(RECORDS SUPPLIED begins)
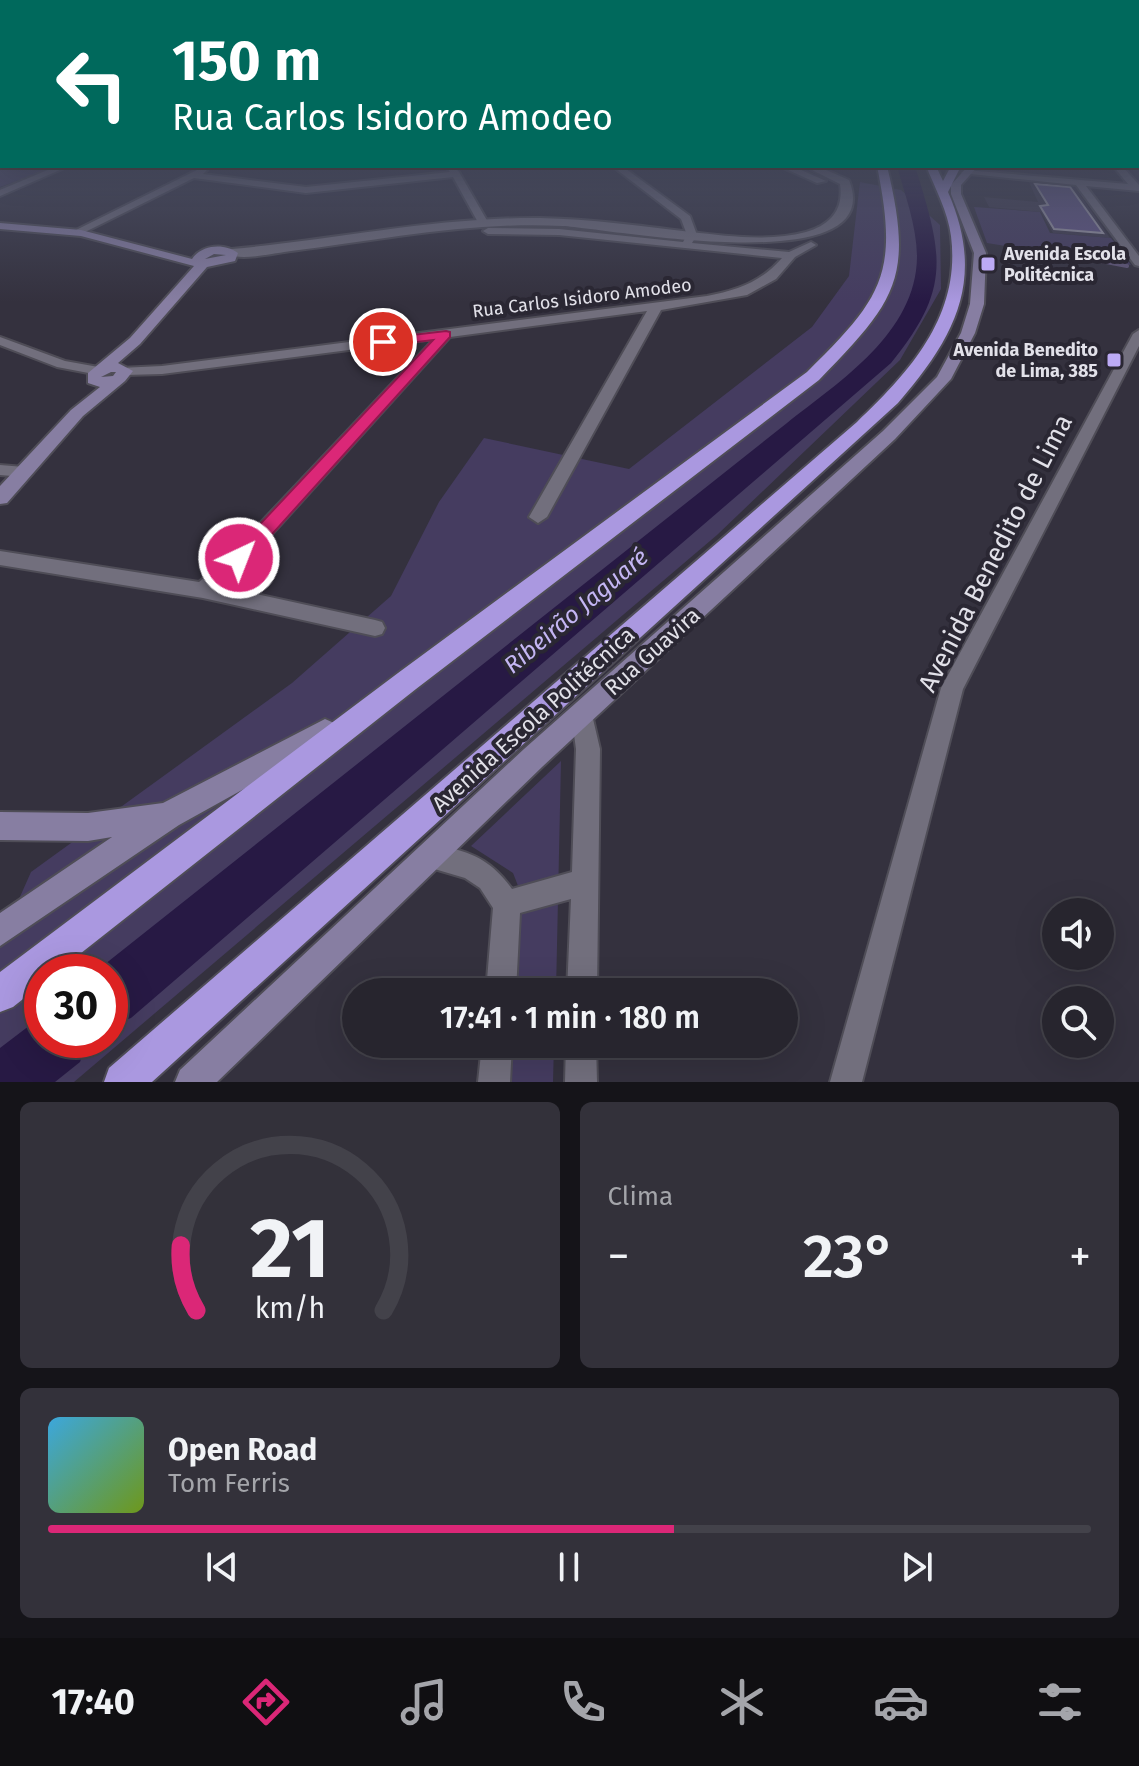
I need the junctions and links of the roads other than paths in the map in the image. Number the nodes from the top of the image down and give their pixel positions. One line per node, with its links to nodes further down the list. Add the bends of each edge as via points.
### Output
1 (140, 200): 10 (street)
2 (470, 200): 12 (street)
3 (662, 200): 16 (street, via 686,218)
4 (845, 200): 16 (street, via 843,211 825,229 796,237)
5 (890, 200): 35 (highway, via 896,229 893,270 884,294 813,376)
6 (945, 200): 43 (highway, Avenida Escola Politécnica, via 957,235 958,286 947,323 915,373 809,475)
7 (959, 200): 36 (main road, Rua Guavira, via 980,253 977,304 943,379 834,486)
8 (1092, 200): 21 (street)
9 (0, 216): 10 (main road)
10 (94, 223): 14 (street); 20 (main road)
11 (0, 226): 14 (main road)
12 (486, 227): 13 (street); 15 (street); 16 (street, via 550,222)
13 (427, 229): 15 (street); 19 (street)
14 (77, 232): 20 (main road, via 168,258)
15 (416, 240): 19 (street, via 293,257)
16 (689, 240): 18 (street)
17 (811, 245): 18 (street, Rua Carlos Isidoro Amodeo)
18 (791, 255): 22 (street, Rua Carlos Isidoro Amodeo, via 772,277 743,292)
19 (227, 258): 20 (main road, via 223,250)
20 (204, 259): 27 (main road)
21 (1139, 263)
22 (656, 307): 23 (street, Rua Carlos Isidoro Amodeo); 31 (street)
23 (446, 334): 27 (street, Rua Carlos Isidoro Amodeo); 33 (street, via 239,558)
24 (1139, 334): 26 (street, Avenida Benedito de Lima)
25 (0, 341): 27 (street, Rua Carlos Isidoro Amodeo)
26 (1130, 373): 54 (street, Avenida Benedito de Lima, via 952,688)
27 (107, 374): 29 (main road)
28 (0, 470): 29 (street)
29 (24, 472): 30 (main road)
30 (0, 498)
31 (538, 517)
32 (0, 558): 33 (street)
33 (203, 590): 34 (street)
34 (375, 628)
35 (407, 681): 37 (main road, via 284,756); 47 (highway)
36 (582, 713): 39 (main road, Rua Guavira); 40 (street, via 588,749)
37 (169, 815): 38 (main road, via 88,827); 42 (main road)
38 (0, 826)
39 (430, 856): 41 (street, via 471,866 489,879); 44 (main road, Rua Guavira)
40 (582, 883): 41 (street); 46 (street)
41 (507, 904): 45 (street)
42 (0, 931)
43 (294, 932): 44 (main road); 50 (highway, Avenida Escola Politécnica)
44 (316, 963): 51 (main road, Rua Guavira)
45 (502, 978)
46 (582, 978)
47 (0, 994)
48 (496, 1058): 52 (street)
49 (581, 1058): 53 (street)
50 (123, 1082)
51 (192, 1082)
52 (494, 1082)
53 (581, 1082)
54 (846, 1082)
(RECORDS SUPPLIED ends)
DIRECTIONS FOR THIS TASK » What you return should be all of the material above, exactly, and none of its pictures.

RESULT FOR THIS TASK »
I need the junctions and links of the roads other than paths in the map in the image. Number the nodes from the top of the image down and give their pixel positions. One line per node, with its links to nodes further down the list. Add the bends of each edge as via points.
### Output
1 (140, 200): 10 (street)
2 (470, 200): 12 (street)
3 (662, 200): 16 (street, via 686,218)
4 (845, 200): 16 (street, via 843,211 825,229 796,237)
5 (890, 200): 35 (highway, via 896,229 893,270 884,294 813,376)
6 (945, 200): 43 (highway, Avenida Escola Politécnica, via 957,235 958,286 947,323 915,373 809,475)
7 (959, 200): 36 (main road, Rua Guavira, via 980,253 977,304 943,379 834,486)
8 (1092, 200): 21 (street)
9 (0, 216): 10 (main road)
10 (94, 223): 14 (street); 20 (main road)
11 (0, 226): 14 (main road)
12 (486, 227): 13 (street); 15 (street); 16 (street, via 550,222)
13 (427, 229): 15 (street); 19 (street)
14 (77, 232): 20 (main road, via 168,258)
15 (416, 240): 19 (street, via 293,257)
16 (689, 240): 18 (street)
17 (811, 245): 18 (street, Rua Carlos Isidoro Amodeo)
18 (791, 255): 22 (street, Rua Carlos Isidoro Amodeo, via 772,277 743,292)
19 (227, 258): 20 (main road, via 223,250)
20 (204, 259): 27 (main road)
21 (1139, 263)
22 (656, 307): 23 (street, Rua Carlos Isidoro Amodeo); 31 (street)
23 (446, 334): 27 (street, Rua Carlos Isidoro Amodeo); 33 (street, via 239,558)
24 (1139, 334): 26 (street, Avenida Benedito de Lima)
25 (0, 341): 27 (street, Rua Carlos Isidoro Amodeo)
26 (1130, 373): 54 (street, Avenida Benedito de Lima, via 952,688)
27 (107, 374): 29 (main road)
28 (0, 470): 29 (street)
29 (24, 472): 30 (main road)
30 (0, 498)
31 (538, 517)
32 (0, 558): 33 (street)
33 (203, 590): 34 (street)
34 (375, 628)
35 (407, 681): 37 (main road, via 284,756); 47 (highway)
36 (582, 713): 39 (main road, Rua Guavira); 40 (street, via 588,749)
37 (169, 815): 38 (main road, via 88,827); 42 (main road)
38 (0, 826)
39 (430, 856): 41 (street, via 471,866 489,879); 44 (main road, Rua Guavira)
40 (582, 883): 41 (street); 46 (street)
41 (507, 904): 45 (street)
42 (0, 931)
43 (294, 932): 44 (main road); 50 (highway, Avenida Escola Politécnica)
44 (316, 963): 51 (main road, Rua Guavira)
45 (502, 978)
46 (582, 978)
47 (0, 994)
48 (496, 1058): 52 (street)
49 (581, 1058): 53 (street)
50 (123, 1082)
51 (192, 1082)
52 (494, 1082)
53 (581, 1082)
54 (846, 1082)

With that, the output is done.